To Pay Off Billions In Debt, Ecuador Is Going To Extremes

Credit: iStock

In spite of the incredible consequences, Ecuador is auctioning off 3 million pristine Amazonian hectares to oil companies in China to help reduce the country’s debt.

With the sale of part of the Amazon, Ecuador hopes to reduce the $7 billion debt it has with China, who has been loaning money in exchange for oil. “My understanding is that this is more of a debt issue – it’s because the Ecuadoreans are so dependent on the Chinese to finance their development that they’re willing to compromise in other areas such as social and environmental regulations,” said Adam Zuckerman, from the NGO Amazon Watch.
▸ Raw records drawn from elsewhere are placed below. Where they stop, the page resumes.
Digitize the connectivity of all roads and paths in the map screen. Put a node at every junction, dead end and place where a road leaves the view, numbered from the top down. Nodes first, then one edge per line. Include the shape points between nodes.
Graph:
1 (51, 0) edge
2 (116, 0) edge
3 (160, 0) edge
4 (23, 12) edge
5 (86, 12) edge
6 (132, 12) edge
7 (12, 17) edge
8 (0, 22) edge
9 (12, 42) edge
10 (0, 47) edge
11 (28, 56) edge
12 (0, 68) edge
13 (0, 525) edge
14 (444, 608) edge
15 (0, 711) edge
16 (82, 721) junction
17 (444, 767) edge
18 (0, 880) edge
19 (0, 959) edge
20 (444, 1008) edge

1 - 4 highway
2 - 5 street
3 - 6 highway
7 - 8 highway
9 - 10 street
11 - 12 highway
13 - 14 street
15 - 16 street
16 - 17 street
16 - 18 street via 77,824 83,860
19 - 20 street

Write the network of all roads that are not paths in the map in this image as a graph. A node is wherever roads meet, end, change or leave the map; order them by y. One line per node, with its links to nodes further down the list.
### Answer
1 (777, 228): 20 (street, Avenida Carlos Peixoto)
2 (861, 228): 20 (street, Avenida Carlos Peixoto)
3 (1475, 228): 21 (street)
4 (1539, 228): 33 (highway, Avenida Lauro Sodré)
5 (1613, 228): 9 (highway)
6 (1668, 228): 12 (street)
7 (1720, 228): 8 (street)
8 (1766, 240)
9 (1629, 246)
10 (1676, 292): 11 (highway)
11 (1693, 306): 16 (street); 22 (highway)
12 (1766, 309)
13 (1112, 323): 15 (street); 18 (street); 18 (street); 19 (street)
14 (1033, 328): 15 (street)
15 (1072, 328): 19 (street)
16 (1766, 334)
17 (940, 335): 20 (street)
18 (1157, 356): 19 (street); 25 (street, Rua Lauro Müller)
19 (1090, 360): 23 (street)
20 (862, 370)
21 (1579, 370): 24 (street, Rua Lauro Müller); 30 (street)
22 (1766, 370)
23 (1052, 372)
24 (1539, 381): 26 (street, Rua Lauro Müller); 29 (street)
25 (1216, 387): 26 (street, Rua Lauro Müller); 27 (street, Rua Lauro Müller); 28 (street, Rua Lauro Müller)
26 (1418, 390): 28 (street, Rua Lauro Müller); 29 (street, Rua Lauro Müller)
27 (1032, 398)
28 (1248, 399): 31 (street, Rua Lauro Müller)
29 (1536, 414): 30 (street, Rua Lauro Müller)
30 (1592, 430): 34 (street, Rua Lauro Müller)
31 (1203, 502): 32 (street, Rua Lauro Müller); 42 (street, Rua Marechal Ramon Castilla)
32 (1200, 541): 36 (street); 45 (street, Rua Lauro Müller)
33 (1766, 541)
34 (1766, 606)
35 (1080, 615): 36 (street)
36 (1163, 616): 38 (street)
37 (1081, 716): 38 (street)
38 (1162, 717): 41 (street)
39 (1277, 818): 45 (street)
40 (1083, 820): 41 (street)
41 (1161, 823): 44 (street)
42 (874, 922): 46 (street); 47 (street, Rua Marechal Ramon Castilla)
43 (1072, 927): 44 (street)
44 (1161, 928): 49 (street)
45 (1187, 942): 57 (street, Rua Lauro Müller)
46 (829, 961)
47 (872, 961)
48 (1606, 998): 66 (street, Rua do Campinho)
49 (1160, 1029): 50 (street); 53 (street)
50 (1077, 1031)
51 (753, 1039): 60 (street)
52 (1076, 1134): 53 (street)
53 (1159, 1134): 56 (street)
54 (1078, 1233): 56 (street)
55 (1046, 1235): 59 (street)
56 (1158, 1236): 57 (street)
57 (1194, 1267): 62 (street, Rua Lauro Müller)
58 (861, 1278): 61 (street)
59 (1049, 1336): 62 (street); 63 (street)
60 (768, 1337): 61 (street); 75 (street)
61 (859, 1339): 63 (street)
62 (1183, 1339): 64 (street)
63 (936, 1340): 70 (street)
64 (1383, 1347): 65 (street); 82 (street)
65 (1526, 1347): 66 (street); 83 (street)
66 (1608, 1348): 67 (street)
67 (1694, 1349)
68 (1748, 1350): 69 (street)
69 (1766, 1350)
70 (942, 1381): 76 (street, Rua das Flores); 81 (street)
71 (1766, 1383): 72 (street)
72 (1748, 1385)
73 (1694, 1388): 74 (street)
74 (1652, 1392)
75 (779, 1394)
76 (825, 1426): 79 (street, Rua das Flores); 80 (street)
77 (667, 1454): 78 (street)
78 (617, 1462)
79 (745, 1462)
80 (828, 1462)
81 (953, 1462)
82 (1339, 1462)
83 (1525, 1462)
However, there are seven indigenous groups in the area who are fighting the auction since a court ruling said they must give permission to the government to do anything with the land. “They have not consulted us, and we’re here to tell the big investors that they don’t have our permission to exploit our land,” said Narcisa Mashienta, a leader of Ecuador’s Shuar people.

Ecuador’s secretary of hydrocarbons, Andrés Donoso Fabara, rebutted telling The Guardian, “These guys [indigenous leaders] with a political agenda, they are not thinking about development or about fighting against poverty. We are entitled by law, if we wanted, to go in by force and do some activities even if they are against them, but that’s not our policy.”

But it’s not just Ecuador at stake.  The auction comes as neighboring Peru has declared an environmental state of emergency because of the high amounts of pollution in their part of the Amazon. What’s worse is that these groups have been complaining about the pollution for years, since Pluspetrol, an Argentinian oil company, has been working there since 2001.